** PROVIDED ENTRIES follows **

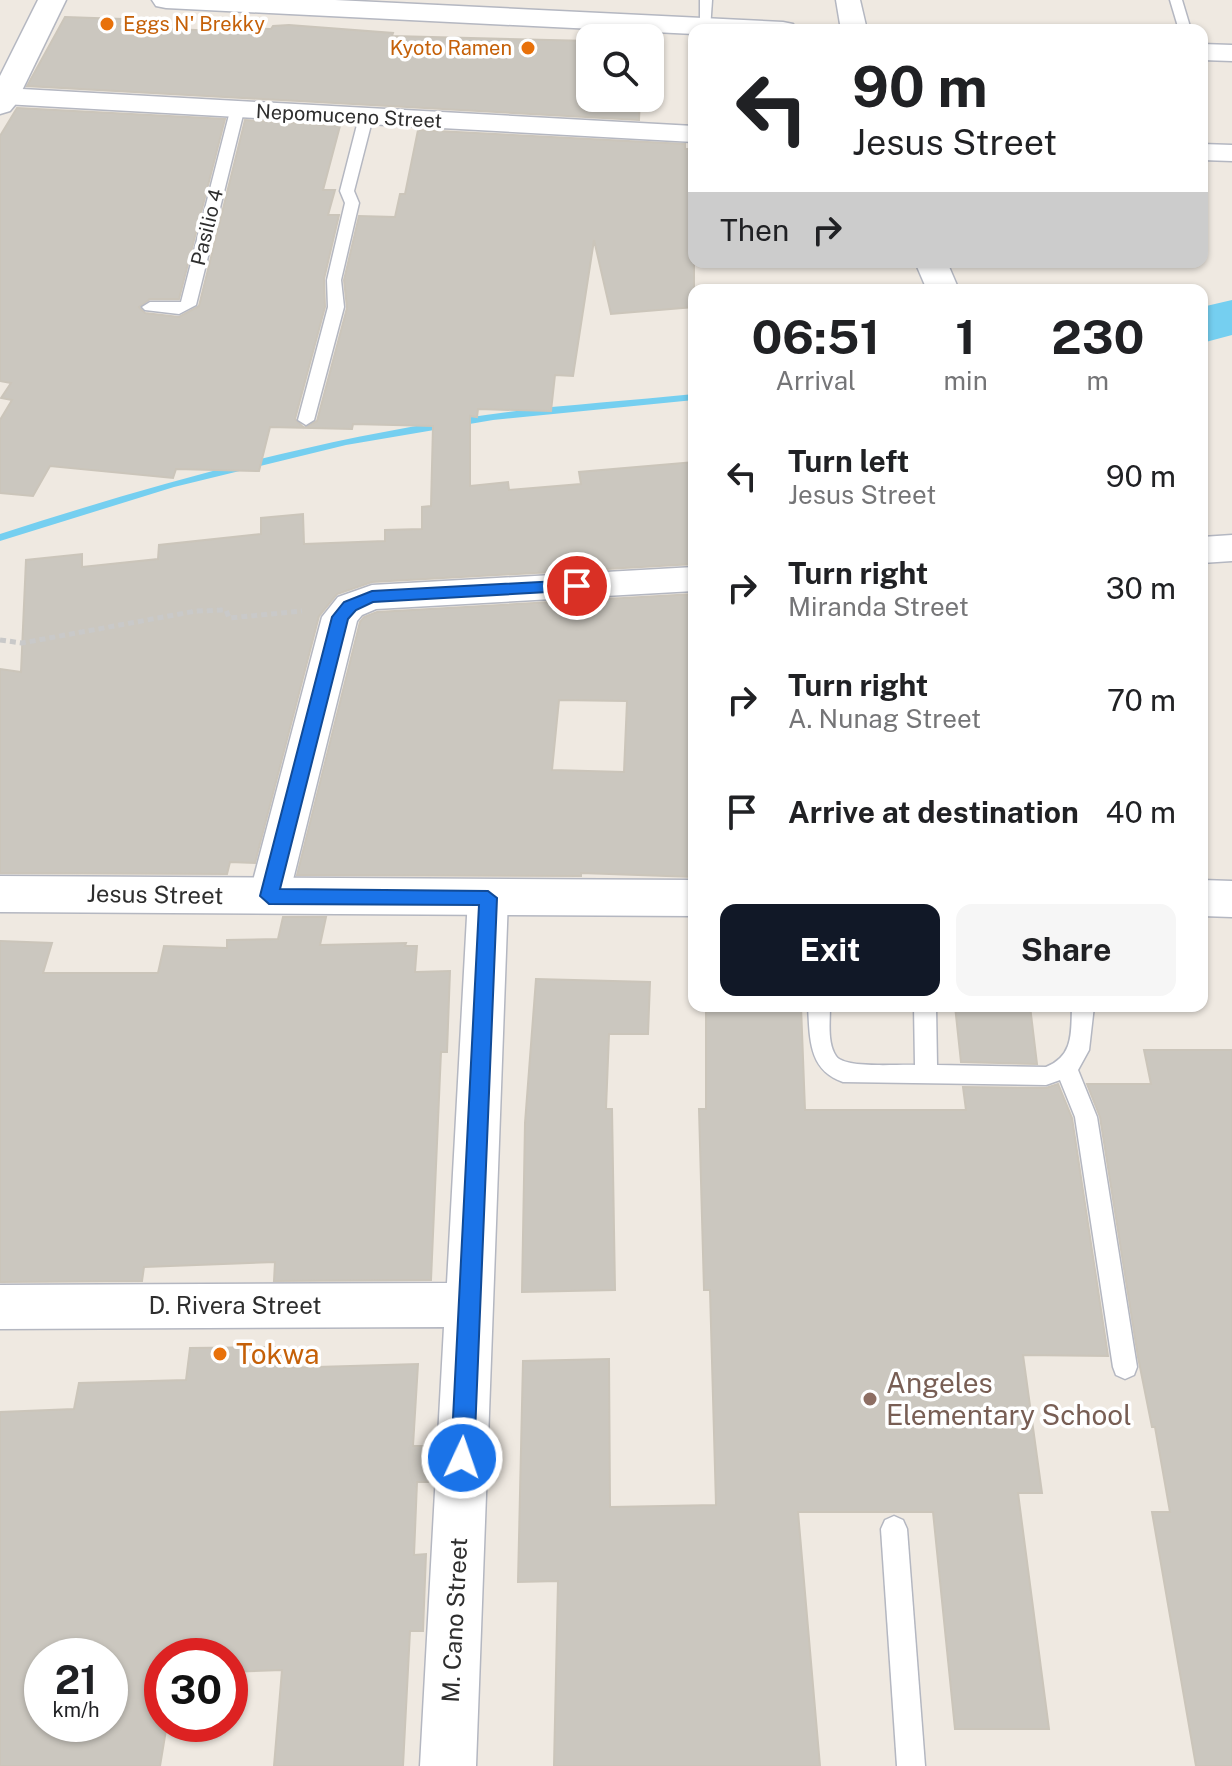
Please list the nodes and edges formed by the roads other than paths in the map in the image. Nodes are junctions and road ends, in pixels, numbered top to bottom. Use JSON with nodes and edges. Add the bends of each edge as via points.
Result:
{"nodes":[{"id":1,"x":52,"y":0,"type":"edge"},
{"id":2,"x":166,"y":0,"type":"edge"},
{"id":3,"x":848,"y":0,"type":"edge"},
{"id":4,"x":1176,"y":0,"type":"edge"},
{"id":5,"x":710,"y":7,"type":"edge"},
{"id":6,"x":764,"y":24,"type":"edge"},
{"id":7,"x":853,"y":24,"type":"edge"},
{"id":8,"x":1183,"y":24,"type":"edge"},
{"id":9,"x":1208,"y":52,"type":"edge"},
{"id":10,"x":1232,"y":53,"type":"edge"},
{"id":11,"x":2,"y":100,"type":"edge"},
{"id":12,"x":237,"y":111,"type":"junction"},
{"id":13,"x":366,"y":117,"type":"junction"},
{"id":14,"x":688,"y":134,"type":"edge"},
{"id":15,"x":1208,"y":152,"type":"edge"},
{"id":16,"x":1232,"y":153,"type":"edge"},
{"id":17,"x":150,"y":307,"type":"dead end"},
{"id":18,"x":306,"y":420,"type":"dead end"},
{"id":19,"x":1232,"y":548,"type":"edge"},
{"id":20,"x":1208,"y":550,"type":"edge"},
{"id":21,"x":688,"y":579,"type":"edge"},
{"id":22,"x":0,"y":894,"type":"edge"},
{"id":23,"x":269,"y":896,"type":"junction"},
{"id":24,"x":488,"y":898,"type":"junction"},
{"id":25,"x":688,"y":898,"type":"edge"},
{"id":26,"x":1208,"y":898,"type":"edge"},
{"id":27,"x":1232,"y":899,"type":"edge"},
{"id":28,"x":819,"y":1012,"type":"edge"},
{"id":29,"x":925,"y":1012,"type":"edge"},
{"id":30,"x":1083,"y":1012,"type":"edge"},
{"id":31,"x":1067,"y":1070,"type":"junction"},
{"id":32,"x":926,"y":1075,"type":"junction"},
{"id":33,"x":469,"y":1305,"type":"junction"},
{"id":34,"x":0,"y":1307,"type":"edge"},
{"id":35,"x":1125,"y":1367,"type":"dead end"},
{"id":36,"x":894,"y":1529,"type":"dead end"},
{"id":37,"x":448,"y":1766,"type":"edge"},
{"id":38,"x":911,"y":1766,"type":"edge"}],
"edges":[{"from":1,"to":11,"type":"main road"},
{"from":2,"to":5,"type":"main road"},
{"from":3,"to":7,"type":"street"},
{"from":4,"to":8,"type":"lane"},
{"from":5,"to":6,"type":"main road"},
{"from":9,"to":10,"type":"main road"},
{"from":11,"to":12,"type":"street","name":"Nepomuceno Street"},
{"from":12,"to":13,"type":"street","name":"Nepomuceno Street"},
{"from":12,"to":17,"type":"lane","name":"Pasilio 4","via":[[188,305]]},
{"from":13,"to":14,"type":"street","name":"Nepomuceno Street"},
{"from":13,"to":18,"type":"lane","via":[[347,191],[352,203],[334,280],[336,307]]},
{"from":15,"to":16,"type":"street"},
{"from":19,"to":20,"type":"main road"},
{"from":21,"to":23,"type":"street","via":[[372,597],[350,606],[340,617]]},
{"from":22,"to":23,"type":"main road","name":"Jesus Street"},
{"from":23,"to":24,"type":"main road","name":"Jesus Street"},
{"from":24,"to":25,"type":"main road","name":"Jesus Street"},
{"from":24,"to":33,"type":"street","name":"M. Cano Street"},
{"from":26,"to":27,"type":"main road"},
{"from":28,"to":32,"type":"lane","via":[[823,1059],[830,1069]]},
{"from":29,"to":32,"type":"lane"},
{"from":30,"to":31,"type":"lane","via":[[1080,1052]]},
{"from":31,"to":32,"type":"lane","via":[[1046,1076]]},
{"from":31,"to":35,"type":"lane","via":[[1086,1117]]},
{"from":33,"to":34,"type":"street","name":"D. Rivera Street"},
{"from":33,"to":37,"type":"street","name":"M. Cano Street"},
{"from":36,"to":38,"type":"lane"}]}
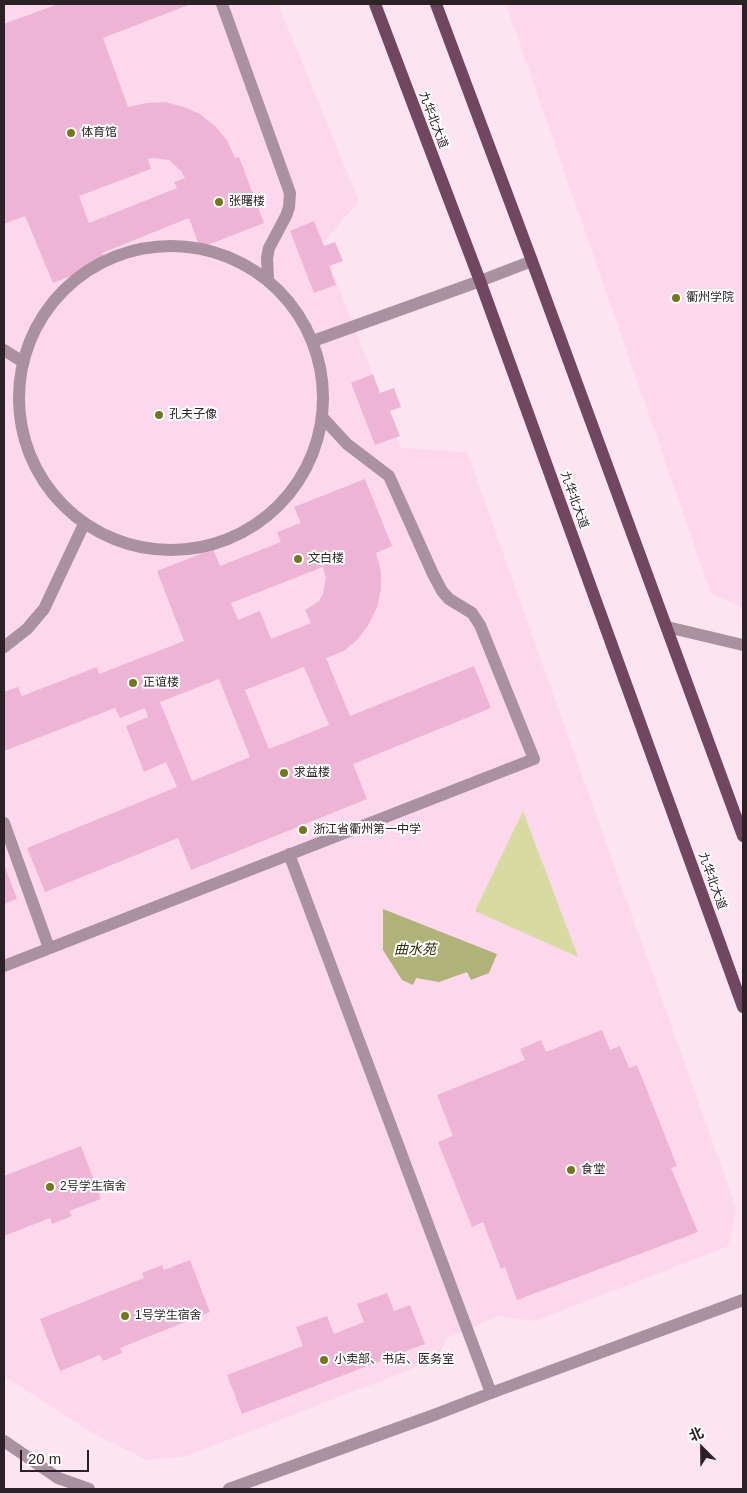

** End of PROVIDED ENTRIES **

*WHAT NEEDS TO BE DONE*. Would you copy each line of the records that contains "dead"?

*WRITTEN RESPONSE*.
{"id":17,"x":150,"y":307,"type":"dead end"},
{"id":18,"x":306,"y":420,"type":"dead end"},
{"id":35,"x":1125,"y":1367,"type":"dead end"},
{"id":36,"x":894,"y":1529,"type":"dead end"},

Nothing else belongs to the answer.